*EXERCISE DESCRIPTION*: In the entries below, count the lines holding "path". Reply with the number only.

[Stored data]
§

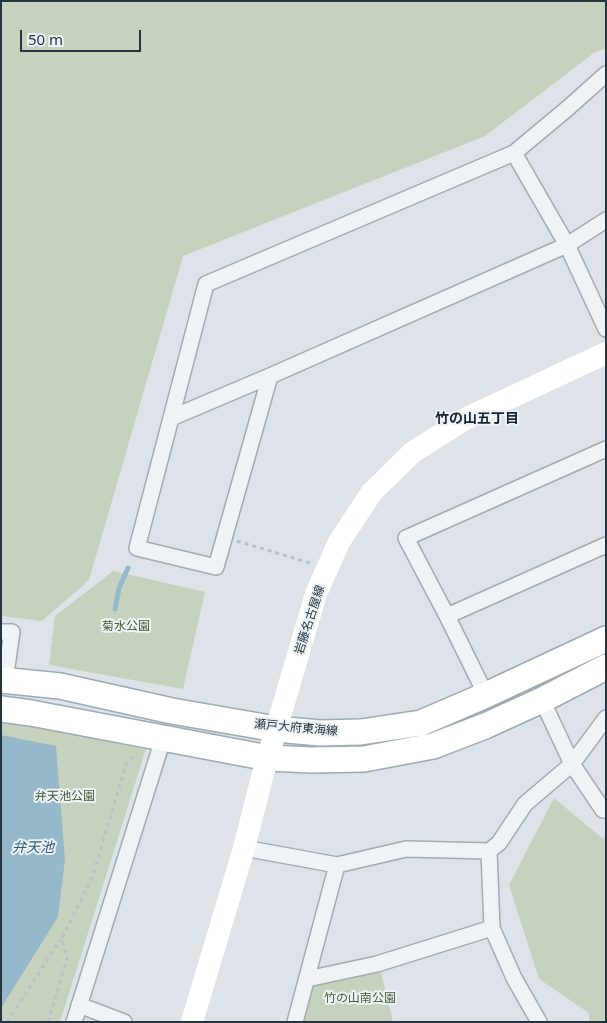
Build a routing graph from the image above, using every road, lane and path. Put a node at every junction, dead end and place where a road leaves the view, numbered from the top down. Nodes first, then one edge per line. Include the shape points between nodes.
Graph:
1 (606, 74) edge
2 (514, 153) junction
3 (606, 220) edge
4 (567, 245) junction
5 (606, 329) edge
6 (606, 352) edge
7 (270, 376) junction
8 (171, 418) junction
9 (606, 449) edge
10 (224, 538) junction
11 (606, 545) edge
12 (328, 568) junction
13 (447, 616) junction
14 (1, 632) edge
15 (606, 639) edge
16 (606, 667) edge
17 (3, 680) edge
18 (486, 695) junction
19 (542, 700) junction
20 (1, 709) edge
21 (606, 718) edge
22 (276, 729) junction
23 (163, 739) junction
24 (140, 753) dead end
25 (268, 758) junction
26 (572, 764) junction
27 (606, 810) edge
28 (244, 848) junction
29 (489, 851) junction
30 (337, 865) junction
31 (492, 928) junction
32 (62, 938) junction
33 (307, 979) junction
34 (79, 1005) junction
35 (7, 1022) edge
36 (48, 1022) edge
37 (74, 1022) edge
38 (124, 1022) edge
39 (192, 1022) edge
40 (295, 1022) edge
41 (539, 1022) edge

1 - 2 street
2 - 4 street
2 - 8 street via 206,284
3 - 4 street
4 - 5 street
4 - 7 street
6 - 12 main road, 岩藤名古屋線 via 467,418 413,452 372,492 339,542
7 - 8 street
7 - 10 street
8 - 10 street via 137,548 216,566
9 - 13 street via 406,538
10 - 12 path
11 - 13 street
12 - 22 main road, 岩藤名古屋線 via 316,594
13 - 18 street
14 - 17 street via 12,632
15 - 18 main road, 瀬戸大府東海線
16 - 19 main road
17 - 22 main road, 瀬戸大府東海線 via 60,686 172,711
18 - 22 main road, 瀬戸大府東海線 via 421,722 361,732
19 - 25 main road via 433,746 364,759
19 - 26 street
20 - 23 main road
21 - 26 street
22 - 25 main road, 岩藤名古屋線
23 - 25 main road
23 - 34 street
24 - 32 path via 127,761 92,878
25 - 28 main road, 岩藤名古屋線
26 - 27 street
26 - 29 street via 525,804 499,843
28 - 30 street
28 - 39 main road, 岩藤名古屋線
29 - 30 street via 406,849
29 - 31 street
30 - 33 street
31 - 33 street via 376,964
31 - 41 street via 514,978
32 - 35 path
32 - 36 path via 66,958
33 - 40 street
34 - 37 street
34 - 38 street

§

*SOLUTION TO THE EXERCISE*: 5